Exactly - people always throw the "double standards" line out there. But all over the country there are women who have their children 50% of the time or a lot more and still manage to work. A man having his children 50% of the time and choosing not to work is not noble just because he has testicles.
forrestgreen · 11/02/2021 11:40

When I was out of work, applying for a job was a full time occupation!
Do you see that level of commitment or is it a nod to it to keep you quiet

InLoveAndLost · 11/02/2021 11:42

@Oldat40

I don't think he can use the 50% care of his kids as a reason not to work. I left my ex-husband when my kids were just 3 and 6 and have never stopped working. I had to because 50/50 = no maintenance or anything like that. I had to support my children. My ex earns at least 7x what I do but that's of no relevance where care is 50/50. It's down to me when they are with me and yes it's a huge struggle but we get by.
Just out of curiosity, are kids-related "extra costs" split 50/50 between you and your ex? I am referring to things like sports activities, private courses, clothes, shoes and so on?

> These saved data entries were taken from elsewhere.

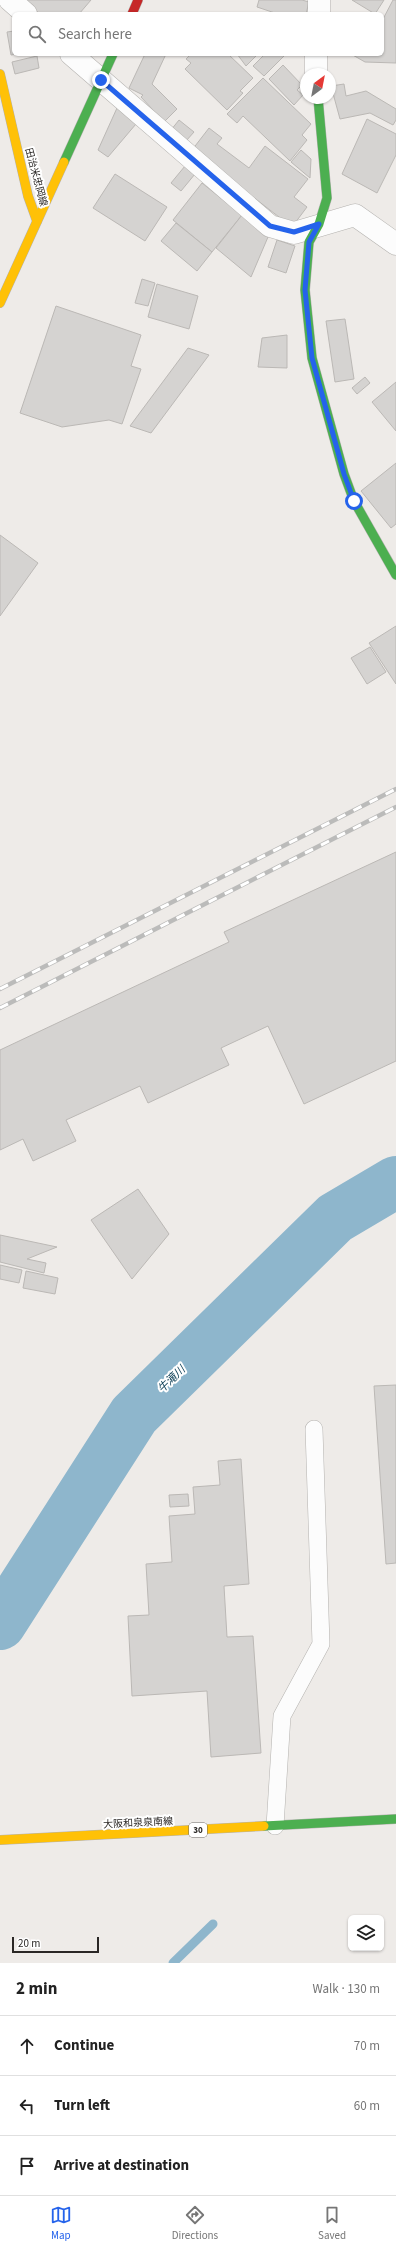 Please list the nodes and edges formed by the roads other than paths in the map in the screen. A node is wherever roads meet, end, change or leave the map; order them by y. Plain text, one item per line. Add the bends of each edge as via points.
1 (10, 0) edge
2 (138, 0) edge
3 (320, 0) edge
4 (24, 12) edge
5 (133, 12) edge
6 (319, 12) edge
7 (74, 56) edge
8 (112, 56) edge
9 (316, 56) edge
10 (316, 68) edge
11 (0, 74) edge
12 (101, 80) junction
13 (319, 104) edge
14 (37, 221) junction
15 (319, 224) junction
16 (396, 244) edge
17 (0, 303) edge
18 (396, 575) edge
19 (314, 1429) dead end
20 (396, 1819) edge
21 (275, 1826) junction
22 (0, 1840) edge

1 - 4 street
2 - 5 street
3 - 6 street
7 - 12 street
8 - 12 street
9 - 10 street
11 - 14 street, 田治米忠岡線 via 28,196
12 - 14 street
12 - 15 street via 270,226 294,232
13 - 15 street via 327,198
14 - 17 street, 田治米忠岡線
15 - 16 street via 355,215
15 - 18 street via 309,242 305,290 312,358 354,501
19 - 21 lane via 321,1644 282,1716
20 - 21 street, 大阪和泉泉南線 / 30
21 - 22 street, 大阪和泉泉南線 / 30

I have never asked my bf what arrangement he has with his ex in that regard, but he mentioned a few things that hid kids do that sound expensive so I was wondering who is paying for that (I kept it to myself though!).

OP posts:
InLoveAndLost · 11/02/2021 11:45

@forrestgreen

When I was out of work, applying for a job was a full time occupation! Do you see that level of commitment or is it a nod to it to keep you quiet
It sounds to me like he is trying hard to find a job but will little strategy/ vision, so his efforts are unfocused. He then gets really down when he gets rejection emails or no replies at all. I don't think he doesn't care about finding a job, I think he feels powerless and helpless and doesn't know how to fix this mess he put himself in.
OP posts:
MrsWindass · 11/02/2021 11:45

Yes they should be . You are going to end up funding this man when he has no money left .

iljatdip · 11/02/2021 11:51

You are going to end up funding this man when he has no money left

Definitely.
Do you own your own property OP?

In any case, once his capital starts dwindling he'll be looking to save on rent. So just be careful.

DeloresWw · 11/02/2021 11:51

He's going to suck you right into a boring mid 40's lifestyle, with you paying for everything. No way!! This happened to one of my best friends and now she's paying the mortgage on a 4 bed house bc HiS kids needed bedrooms meanwhile she will never have kids and is stuck with his sulky teenage girls for half the time.

forrestgreen · 11/02/2021 11:52

Is he looking up courses to improve his employability? It sounds half assed.

AtrociousCircumstance · 11/02/2021 11:54

He has literally nothing to offer you. That doesn’t mean he’s not a ‘nice enough guy’ but all the efforts he’s made to lovebomb you and entertain you with old, old stories of who he used to be when he was your age are a push to pin down a dynamic younger partner who will (he hopes) end up taking care of him.

Do yourself a favour and move on. And the coke usage is an embarrassment.